_Try it_
Filter the data below, keeping only lines that contain "dead".

═════ Supplied entries

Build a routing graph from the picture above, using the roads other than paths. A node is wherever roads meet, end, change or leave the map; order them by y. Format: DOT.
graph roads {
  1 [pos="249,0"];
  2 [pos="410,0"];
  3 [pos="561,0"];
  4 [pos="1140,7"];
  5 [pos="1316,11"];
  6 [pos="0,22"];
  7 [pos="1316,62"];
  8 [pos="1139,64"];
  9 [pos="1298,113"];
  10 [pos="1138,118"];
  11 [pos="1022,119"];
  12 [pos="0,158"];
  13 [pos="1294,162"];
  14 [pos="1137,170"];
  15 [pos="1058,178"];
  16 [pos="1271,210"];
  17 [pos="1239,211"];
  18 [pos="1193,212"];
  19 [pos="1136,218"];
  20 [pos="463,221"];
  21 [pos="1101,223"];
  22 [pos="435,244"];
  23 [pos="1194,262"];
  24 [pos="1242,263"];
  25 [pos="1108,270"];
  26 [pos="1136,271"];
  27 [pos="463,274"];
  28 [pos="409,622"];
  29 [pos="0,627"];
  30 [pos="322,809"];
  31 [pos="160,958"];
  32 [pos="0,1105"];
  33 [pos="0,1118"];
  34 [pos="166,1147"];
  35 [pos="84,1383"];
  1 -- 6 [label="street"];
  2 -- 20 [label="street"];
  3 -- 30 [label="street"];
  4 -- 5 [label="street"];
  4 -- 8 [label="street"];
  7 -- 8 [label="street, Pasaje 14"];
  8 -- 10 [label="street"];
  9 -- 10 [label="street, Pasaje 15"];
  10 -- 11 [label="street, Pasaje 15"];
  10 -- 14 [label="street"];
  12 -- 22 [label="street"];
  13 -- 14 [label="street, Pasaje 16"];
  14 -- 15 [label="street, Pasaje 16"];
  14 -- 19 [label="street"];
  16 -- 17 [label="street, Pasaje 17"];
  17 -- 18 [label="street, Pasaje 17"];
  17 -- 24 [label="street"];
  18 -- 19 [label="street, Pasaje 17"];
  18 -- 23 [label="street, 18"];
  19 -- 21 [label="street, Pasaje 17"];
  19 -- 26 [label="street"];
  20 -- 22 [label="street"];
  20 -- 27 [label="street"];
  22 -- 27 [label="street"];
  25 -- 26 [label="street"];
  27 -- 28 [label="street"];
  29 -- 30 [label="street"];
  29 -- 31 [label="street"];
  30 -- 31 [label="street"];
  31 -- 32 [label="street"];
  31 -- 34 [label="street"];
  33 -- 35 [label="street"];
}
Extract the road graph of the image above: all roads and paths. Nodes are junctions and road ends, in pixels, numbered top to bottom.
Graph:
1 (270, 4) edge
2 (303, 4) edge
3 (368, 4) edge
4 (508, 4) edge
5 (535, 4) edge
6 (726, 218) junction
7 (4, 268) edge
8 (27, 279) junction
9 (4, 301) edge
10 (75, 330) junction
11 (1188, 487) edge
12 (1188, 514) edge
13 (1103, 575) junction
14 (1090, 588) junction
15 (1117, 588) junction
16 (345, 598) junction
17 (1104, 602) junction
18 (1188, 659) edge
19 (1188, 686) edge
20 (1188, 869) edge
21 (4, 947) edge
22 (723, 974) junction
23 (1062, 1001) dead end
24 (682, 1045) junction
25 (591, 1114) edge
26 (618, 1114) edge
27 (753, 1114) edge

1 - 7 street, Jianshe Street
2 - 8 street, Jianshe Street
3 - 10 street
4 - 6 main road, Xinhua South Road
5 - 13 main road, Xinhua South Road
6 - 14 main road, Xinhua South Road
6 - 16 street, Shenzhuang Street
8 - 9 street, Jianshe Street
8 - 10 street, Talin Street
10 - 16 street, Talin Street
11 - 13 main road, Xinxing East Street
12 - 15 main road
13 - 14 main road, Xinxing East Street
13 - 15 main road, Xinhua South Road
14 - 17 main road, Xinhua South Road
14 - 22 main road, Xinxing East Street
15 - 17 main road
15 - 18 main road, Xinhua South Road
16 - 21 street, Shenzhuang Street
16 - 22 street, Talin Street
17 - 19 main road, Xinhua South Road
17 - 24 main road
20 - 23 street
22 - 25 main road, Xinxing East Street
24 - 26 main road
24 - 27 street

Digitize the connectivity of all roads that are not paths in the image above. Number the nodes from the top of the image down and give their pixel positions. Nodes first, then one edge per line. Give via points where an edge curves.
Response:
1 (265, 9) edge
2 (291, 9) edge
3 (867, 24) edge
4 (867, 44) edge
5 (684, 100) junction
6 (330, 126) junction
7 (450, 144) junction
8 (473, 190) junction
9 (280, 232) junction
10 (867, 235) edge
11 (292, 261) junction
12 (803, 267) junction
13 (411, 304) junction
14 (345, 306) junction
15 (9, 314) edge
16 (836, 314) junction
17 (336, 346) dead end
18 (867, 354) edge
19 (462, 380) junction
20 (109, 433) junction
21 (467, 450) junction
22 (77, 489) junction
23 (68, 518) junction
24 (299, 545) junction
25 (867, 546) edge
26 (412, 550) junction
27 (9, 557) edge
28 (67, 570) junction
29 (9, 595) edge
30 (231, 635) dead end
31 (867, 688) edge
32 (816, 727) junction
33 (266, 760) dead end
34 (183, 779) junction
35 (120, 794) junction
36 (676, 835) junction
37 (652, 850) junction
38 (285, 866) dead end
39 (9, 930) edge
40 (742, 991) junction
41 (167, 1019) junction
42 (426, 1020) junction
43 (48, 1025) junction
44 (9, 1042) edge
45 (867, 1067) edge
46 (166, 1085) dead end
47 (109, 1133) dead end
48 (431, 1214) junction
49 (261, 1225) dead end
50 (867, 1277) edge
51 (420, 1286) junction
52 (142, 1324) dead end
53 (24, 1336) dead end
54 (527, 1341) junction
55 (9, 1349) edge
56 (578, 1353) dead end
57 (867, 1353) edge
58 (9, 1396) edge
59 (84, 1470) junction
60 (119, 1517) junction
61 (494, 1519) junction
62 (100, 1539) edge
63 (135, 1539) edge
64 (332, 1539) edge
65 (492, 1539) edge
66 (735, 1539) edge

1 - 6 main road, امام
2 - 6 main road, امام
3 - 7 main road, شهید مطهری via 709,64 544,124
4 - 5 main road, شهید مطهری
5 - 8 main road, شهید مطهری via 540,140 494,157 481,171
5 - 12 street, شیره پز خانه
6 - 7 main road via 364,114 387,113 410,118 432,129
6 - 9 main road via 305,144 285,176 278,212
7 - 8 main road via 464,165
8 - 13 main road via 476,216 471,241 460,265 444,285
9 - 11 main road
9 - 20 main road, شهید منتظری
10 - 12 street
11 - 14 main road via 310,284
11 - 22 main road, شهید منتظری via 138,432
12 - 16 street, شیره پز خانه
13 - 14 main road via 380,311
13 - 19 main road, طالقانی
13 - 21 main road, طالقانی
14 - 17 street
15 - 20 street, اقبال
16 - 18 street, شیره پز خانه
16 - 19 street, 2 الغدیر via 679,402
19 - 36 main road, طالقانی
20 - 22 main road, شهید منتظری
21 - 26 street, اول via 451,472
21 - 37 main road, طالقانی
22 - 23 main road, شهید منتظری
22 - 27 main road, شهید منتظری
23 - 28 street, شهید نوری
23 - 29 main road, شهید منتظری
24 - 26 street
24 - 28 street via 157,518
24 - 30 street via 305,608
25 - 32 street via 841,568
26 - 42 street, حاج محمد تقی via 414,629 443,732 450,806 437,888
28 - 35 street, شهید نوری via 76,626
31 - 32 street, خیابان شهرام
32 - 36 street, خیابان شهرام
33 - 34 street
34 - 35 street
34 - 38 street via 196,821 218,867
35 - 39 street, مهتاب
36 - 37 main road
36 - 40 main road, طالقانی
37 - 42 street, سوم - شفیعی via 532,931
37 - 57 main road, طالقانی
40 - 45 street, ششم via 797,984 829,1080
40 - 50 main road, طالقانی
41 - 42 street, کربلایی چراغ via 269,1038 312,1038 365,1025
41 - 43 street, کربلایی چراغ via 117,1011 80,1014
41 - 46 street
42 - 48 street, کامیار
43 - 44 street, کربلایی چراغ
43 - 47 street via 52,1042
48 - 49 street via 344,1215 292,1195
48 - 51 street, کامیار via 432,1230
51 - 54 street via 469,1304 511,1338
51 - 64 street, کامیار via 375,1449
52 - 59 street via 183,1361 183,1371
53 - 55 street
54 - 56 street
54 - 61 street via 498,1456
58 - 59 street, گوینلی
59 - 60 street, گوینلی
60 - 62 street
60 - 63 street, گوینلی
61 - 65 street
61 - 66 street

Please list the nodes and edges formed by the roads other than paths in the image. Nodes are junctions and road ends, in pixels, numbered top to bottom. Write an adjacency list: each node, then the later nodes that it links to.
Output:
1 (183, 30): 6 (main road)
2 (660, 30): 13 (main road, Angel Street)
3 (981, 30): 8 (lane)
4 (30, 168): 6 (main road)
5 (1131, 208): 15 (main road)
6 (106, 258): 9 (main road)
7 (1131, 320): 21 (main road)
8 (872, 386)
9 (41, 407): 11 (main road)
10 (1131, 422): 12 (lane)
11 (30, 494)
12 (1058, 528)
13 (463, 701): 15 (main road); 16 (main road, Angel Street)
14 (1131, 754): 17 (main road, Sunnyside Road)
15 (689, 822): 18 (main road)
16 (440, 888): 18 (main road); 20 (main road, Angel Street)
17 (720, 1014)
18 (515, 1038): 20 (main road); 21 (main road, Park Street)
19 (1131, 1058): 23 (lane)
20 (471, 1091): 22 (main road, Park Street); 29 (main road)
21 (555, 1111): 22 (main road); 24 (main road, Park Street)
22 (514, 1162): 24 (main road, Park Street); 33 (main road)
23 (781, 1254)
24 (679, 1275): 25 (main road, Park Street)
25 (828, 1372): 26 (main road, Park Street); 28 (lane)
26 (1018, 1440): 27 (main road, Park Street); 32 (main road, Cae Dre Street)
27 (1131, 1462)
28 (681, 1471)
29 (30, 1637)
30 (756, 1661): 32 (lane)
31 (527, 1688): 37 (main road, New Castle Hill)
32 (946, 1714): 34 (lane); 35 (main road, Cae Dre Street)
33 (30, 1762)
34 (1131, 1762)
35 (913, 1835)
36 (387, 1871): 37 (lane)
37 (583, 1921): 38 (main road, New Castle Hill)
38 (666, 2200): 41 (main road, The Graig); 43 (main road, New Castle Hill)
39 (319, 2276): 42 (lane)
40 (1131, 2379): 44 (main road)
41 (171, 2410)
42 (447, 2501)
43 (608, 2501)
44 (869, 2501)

══════════

_Response to this task_
23 (1062, 1001) dead end
17 (336, 346) dead end
30 (231, 635) dead end
33 (266, 760) dead end
38 (285, 866) dead end
46 (166, 1085) dead end
47 (109, 1133) dead end
49 (261, 1225) dead end
52 (142, 1324) dead end
53 (24, 1336) dead end
56 (578, 1353) dead end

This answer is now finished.